Art Carden praises Steve Davies’s new book, The Wealth Explosion.
Historian KC Johnson is rightly critical of the combination of cowardice and ideological bias that prevents many historians from publicly criticizing the New York Times‘s “1619 Project.” Here’s his conclusion:
Gordon Wood has argued that the Times’s handling of the historians’ letter means that “in the long run the Project will lose its credibility, standing, and persuasiveness with the nation as a whole.” Perhaps. School administrators should certainly be reluctant to use the Project’s eighteenth- and nineteenth-century curricular material for their students. But the affair has also exposed shortcomings within the historical community. The Project’s slipperiness with the factual record provided a golden opportunity for professional historians to stand up for scholarship in an era where so many seem indifferent to objective facts. The Bynum letter’s signatories passed this test, but the broader historical community appears to have failed.

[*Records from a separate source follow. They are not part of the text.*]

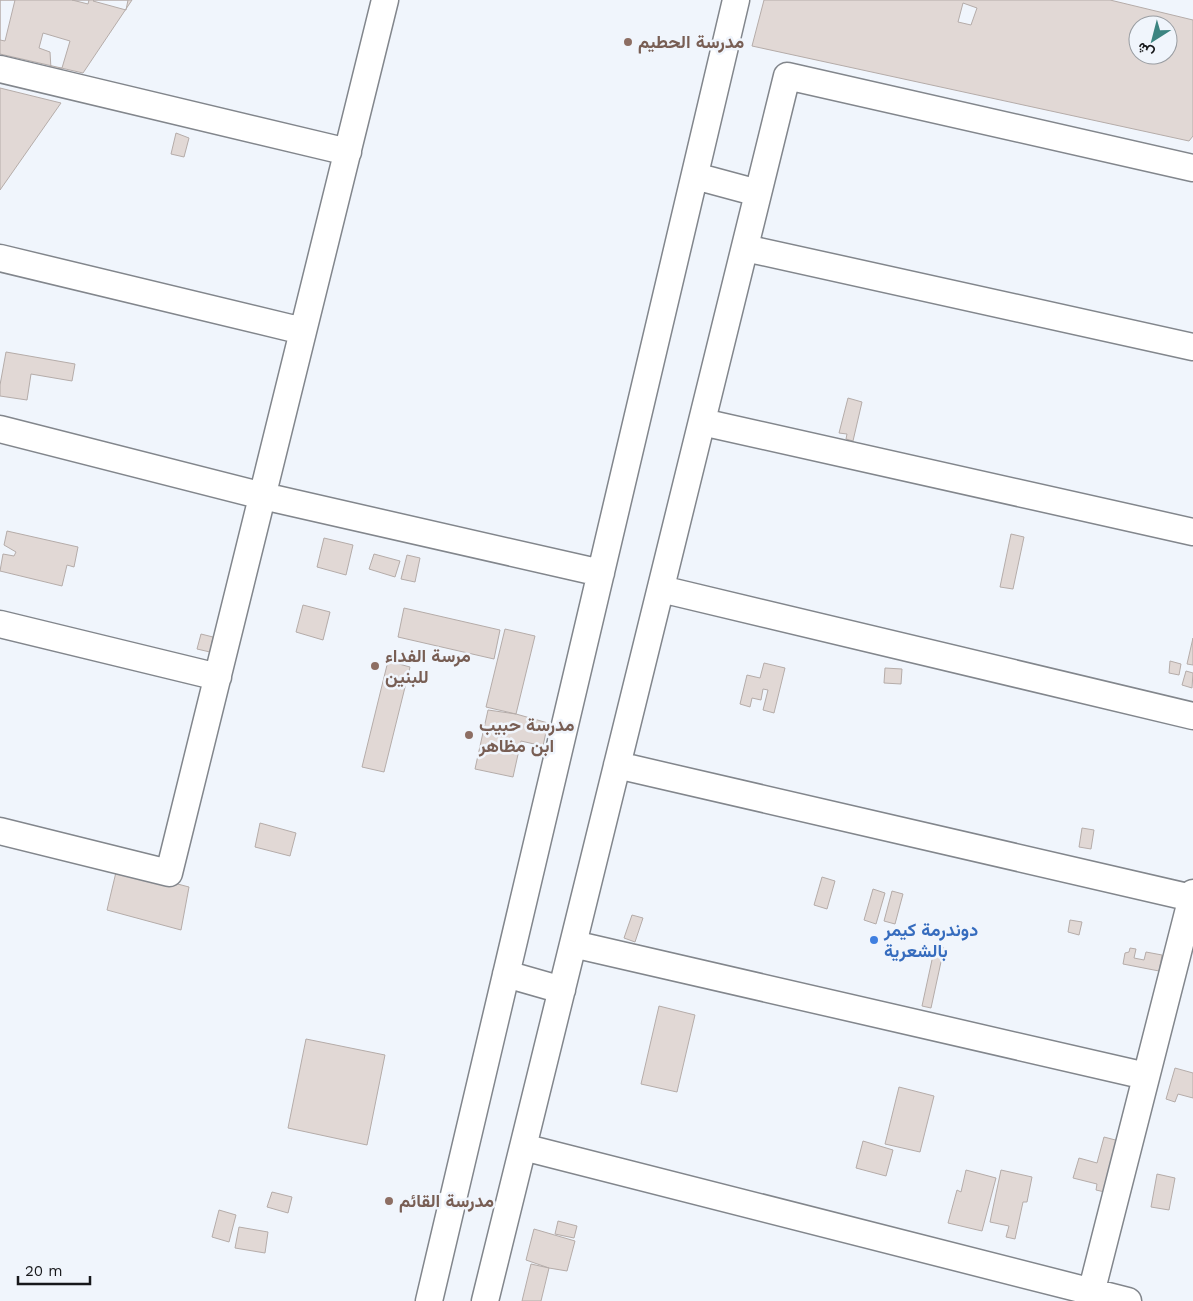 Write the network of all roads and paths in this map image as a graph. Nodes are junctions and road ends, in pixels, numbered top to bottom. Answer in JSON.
{"nodes":[{"id":1,"x":385,"y":0,"type":"edge"},
{"id":2,"x":736,"y":0,"type":"edge"},
{"id":3,"x":0,"y":69,"type":"edge"},
{"id":4,"x":348,"y":152,"type":"junction"},
{"id":5,"x":1193,"y":168,"type":"edge"},
{"id":6,"x":694,"y":176,"type":"junction"},
{"id":7,"x":758,"y":193,"type":"junction"},
{"id":8,"x":745,"y":248,"type":"junction"},
{"id":9,"x":0,"y":258,"type":"edge"},
{"id":10,"x":304,"y":331,"type":"junction"},
{"id":11,"x":1193,"y":347,"type":"edge"},
{"id":12,"x":702,"y":422,"type":"junction"},
{"id":13,"x":0,"y":429,"type":"edge"},
{"id":14,"x":263,"y":496,"type":"junction"},
{"id":15,"x":1193,"y":532,"type":"edge"},
{"id":16,"x":600,"y":573,"type":"junction"},
{"id":17,"x":660,"y":589,"type":"junction"},
{"id":18,"x":0,"y":624,"type":"edge"},
{"id":19,"x":218,"y":677,"type":"junction"},
{"id":20,"x":1193,"y":716,"type":"edge"},
{"id":21,"x":617,"y":765,"type":"junction"},
{"id":22,"x":0,"y":831,"type":"edge"},
{"id":23,"x":1192,"y":896,"type":"edge"},
{"id":24,"x":573,"y":944,"type":"junction"},
{"id":25,"x":506,"y":974,"type":"junction"},
{"id":26,"x":562,"y":990,"type":"junction"},
{"id":27,"x":1146,"y":1076,"type":"junction"},
{"id":28,"x":523,"y":1147,"type":"junction"},
{"id":29,"x":1090,"y":1297,"type":"edge"},
{"id":30,"x":429,"y":1301,"type":"edge"},
{"id":31,"x":485,"y":1301,"type":"edge"},
{"id":32,"x":1128,"y":1301,"type":"edge"}],
"edges":[{"from":1,"to":4,"type":"street"},
{"from":2,"to":6,"type":"street"},
{"from":3,"to":4,"type":"street"},
{"from":4,"to":10,"type":"street"},
{"from":5,"to":7,"type":"street"},
{"from":6,"to":7,"type":"street"},
{"from":6,"to":16,"type":"street"},
{"from":7,"to":8,"type":"street"},
{"from":8,"to":11,"type":"street"},
{"from":8,"to":12,"type":"street"},
{"from":9,"to":10,"type":"street"},
{"from":10,"to":14,"type":"street"},
{"from":12,"to":15,"type":"street"},
{"from":12,"to":17,"type":"street"},
{"from":13,"to":14,"type":"street"},
{"from":14,"to":16,"type":"street"},
{"from":14,"to":19,"type":"street"},
{"from":16,"to":25,"type":"street"},
{"from":17,"to":20,"type":"street"},
{"from":17,"to":21,"type":"street"},
{"from":18,"to":19,"type":"street"},
{"from":19,"to":22,"type":"street"},
{"from":21,"to":23,"type":"street"},
{"from":21,"to":24,"type":"street"},
{"from":23,"to":27,"type":"street"},
{"from":24,"to":26,"type":"street"},
{"from":24,"to":27,"type":"street"},
{"from":25,"to":26,"type":"street"},
{"from":25,"to":30,"type":"street"},
{"from":26,"to":28,"type":"street"},
{"from":27,"to":29,"type":"street"},
{"from":28,"to":29,"type":"street"},
{"from":28,"to":31,"type":"street"},
{"from":29,"to":32,"type":"street"}]} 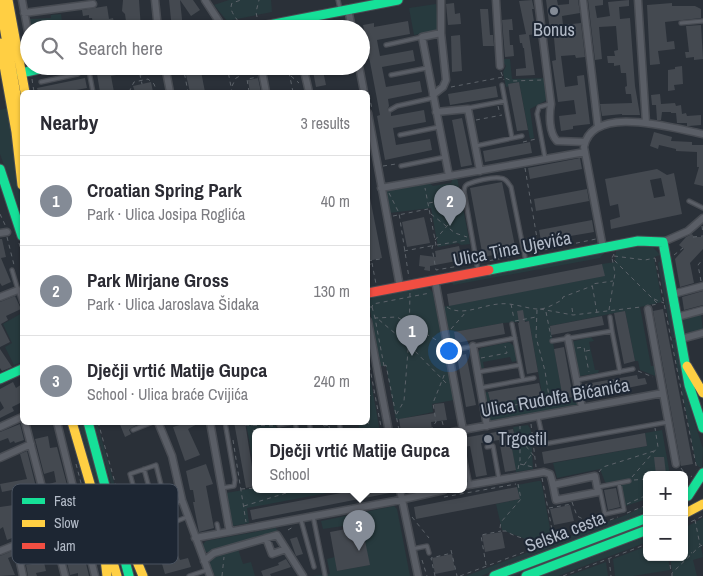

I love Candace Smith’s The Etiquette Blog.
Myron Magnet is spot-on correct about the tyranny incipient in so-called “hate-crime” statutes. A slice:
Designating an offense as a hate crime criminalizes not the action but the idea that supposedly impelled it. Here we are but a step away from the “thoughtcrime” George Orwell described in “1984.”
Properly, the law should ask only two questions about your state of mind. First, do you have the faculty of reason that allows you to distinguish right from wrong? Second, did you intend to do the crime you committed? Beyond that, as James Madison repeatedly insisted, you have freedom of conscience. You can believe whatever you want, however politically incorrect—especially since today’s political correctness may be deemed tyranny in retrospect. In a far-flung republic composed of various subgroups, multiple viewpoints and interests are bound to proliferate. Under such circumstances, toleration is required.
Kevin Williamson accuses Jonathan Chait of being dishonest.
Jonah Goldberg predicts that the “2020 presidential campaign will be even uglier than the 2016 contest.” (Expecting politics to be not-ugly is as realistic as expecting people slathered in crude oil and wrestling in mud to be not-ugly.)